Sweet Potato Pie

I rekindled my affair with sweet potato pie over the holidays, thanks in part to this recipe. I’ve also shared this on TasteFresno.


  • 2 cups peeled, roasted* sweet potatoes (1-2 medium potatoes will do the trick)
  • 1 cup sugar**
  • 1/2 stick butter, melted
  • 2 eggs
  • 1/2 teaspoon vanilla extract
  • 1 tablespoon bourbon
  • 1/4 teaspoon salt
  • 1/4 teaspoon ground cinnamon
  • 1/4 teaspoon ground ginger
  • 1 cup milk
  • 9-inch unbaked pie crust


* I use yams. Most recipes call for either canned sweet potatoes, or for steamed or boiled potatoes, but roasting them brings out their natural sugars. Just put them in the oven at 400°F until tender throughout, cool and peel.

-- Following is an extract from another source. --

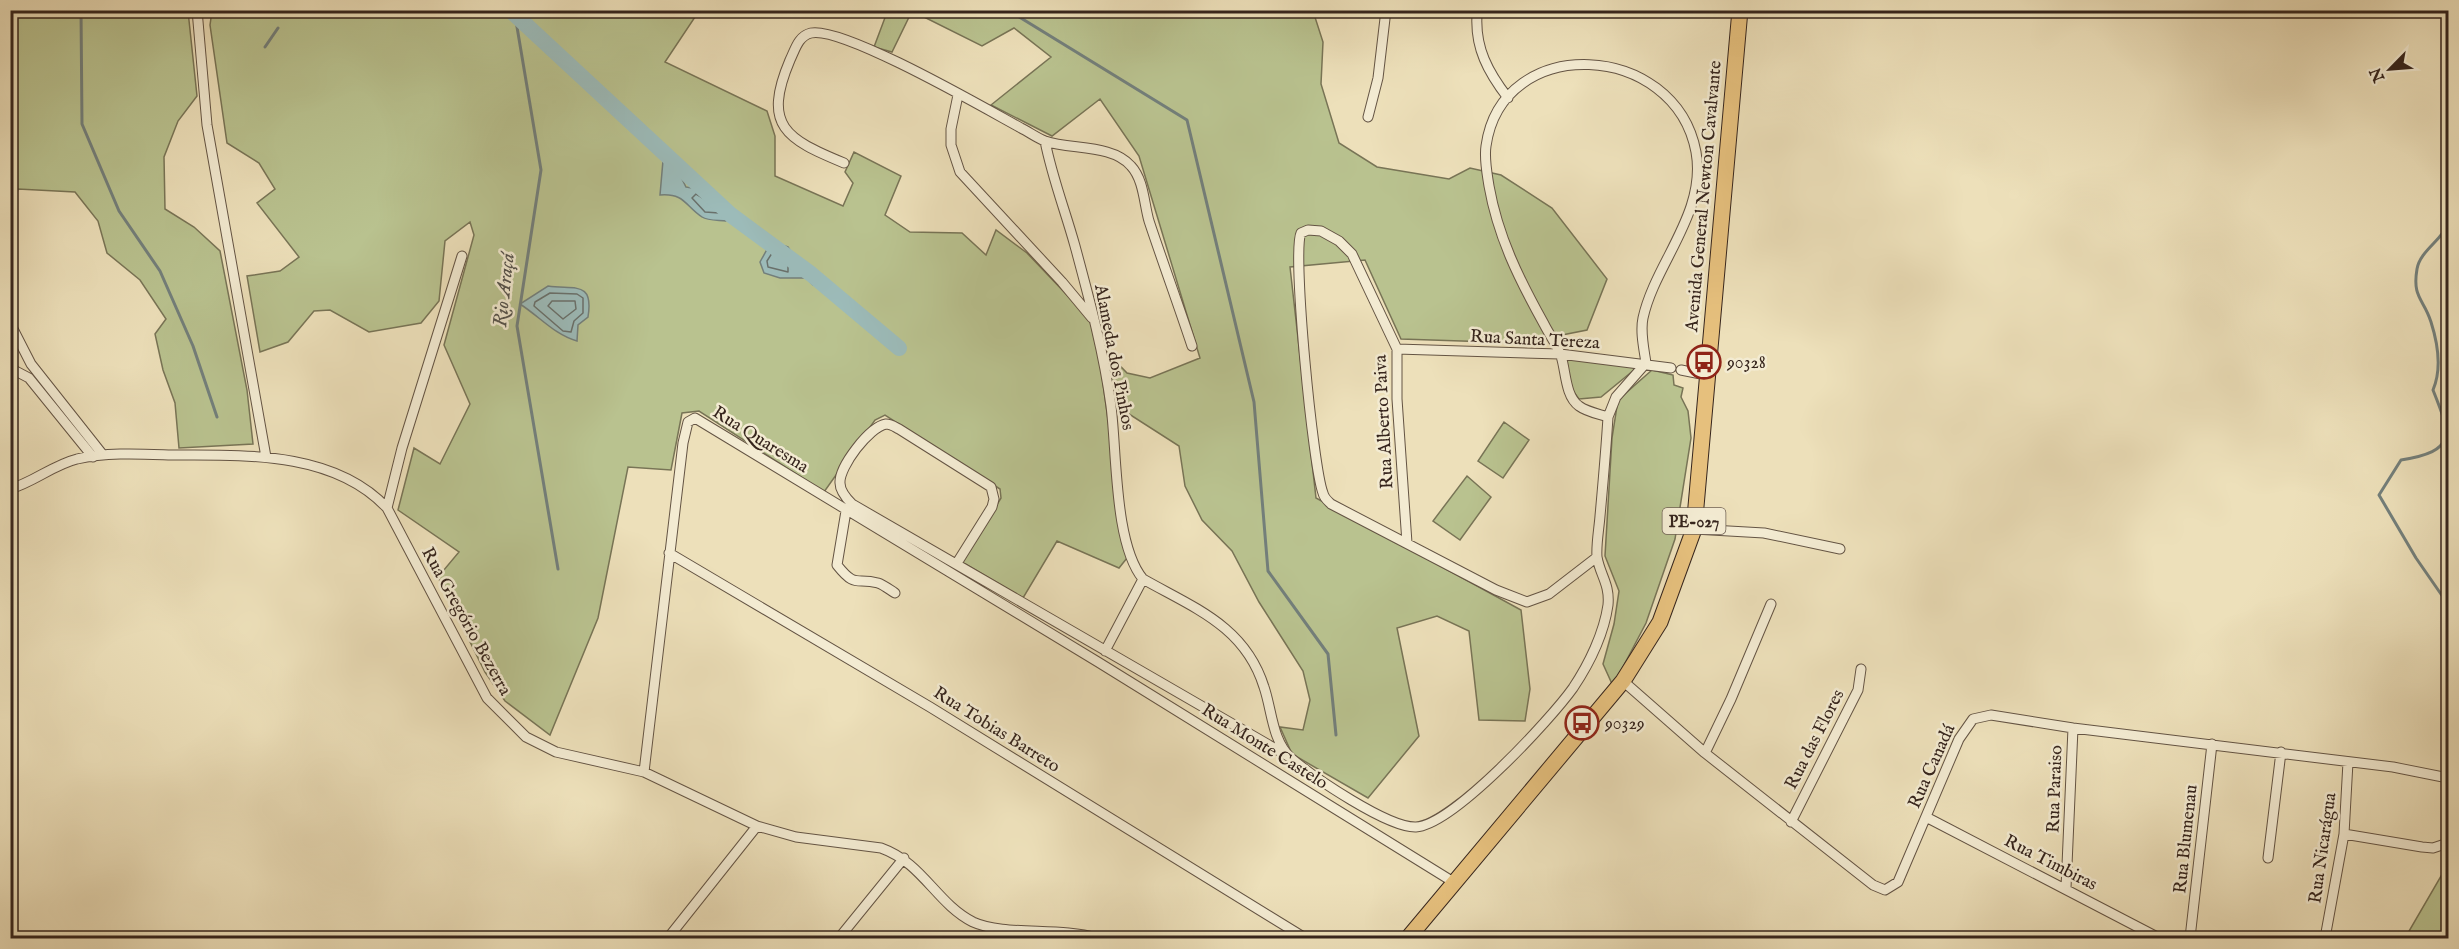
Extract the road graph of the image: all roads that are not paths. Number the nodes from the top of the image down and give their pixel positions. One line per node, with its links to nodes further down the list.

** If you roast the potatoes, you can cut this down to 3/4, maybe even 2/3 of a cup depending on the potatoes.


Preheat oven to 350°F

Combine the potatoes, sugar, butter, eggs, vanilla, salt, cinnamon and ginger, and mix thoroughly with a hand mixer. Add the milk, continuing to mix until smooth. Pour filling into the pie crust and bake for 40-45 minutes, or until a knife inserted in the center comes out clean. Allow to cool before serving.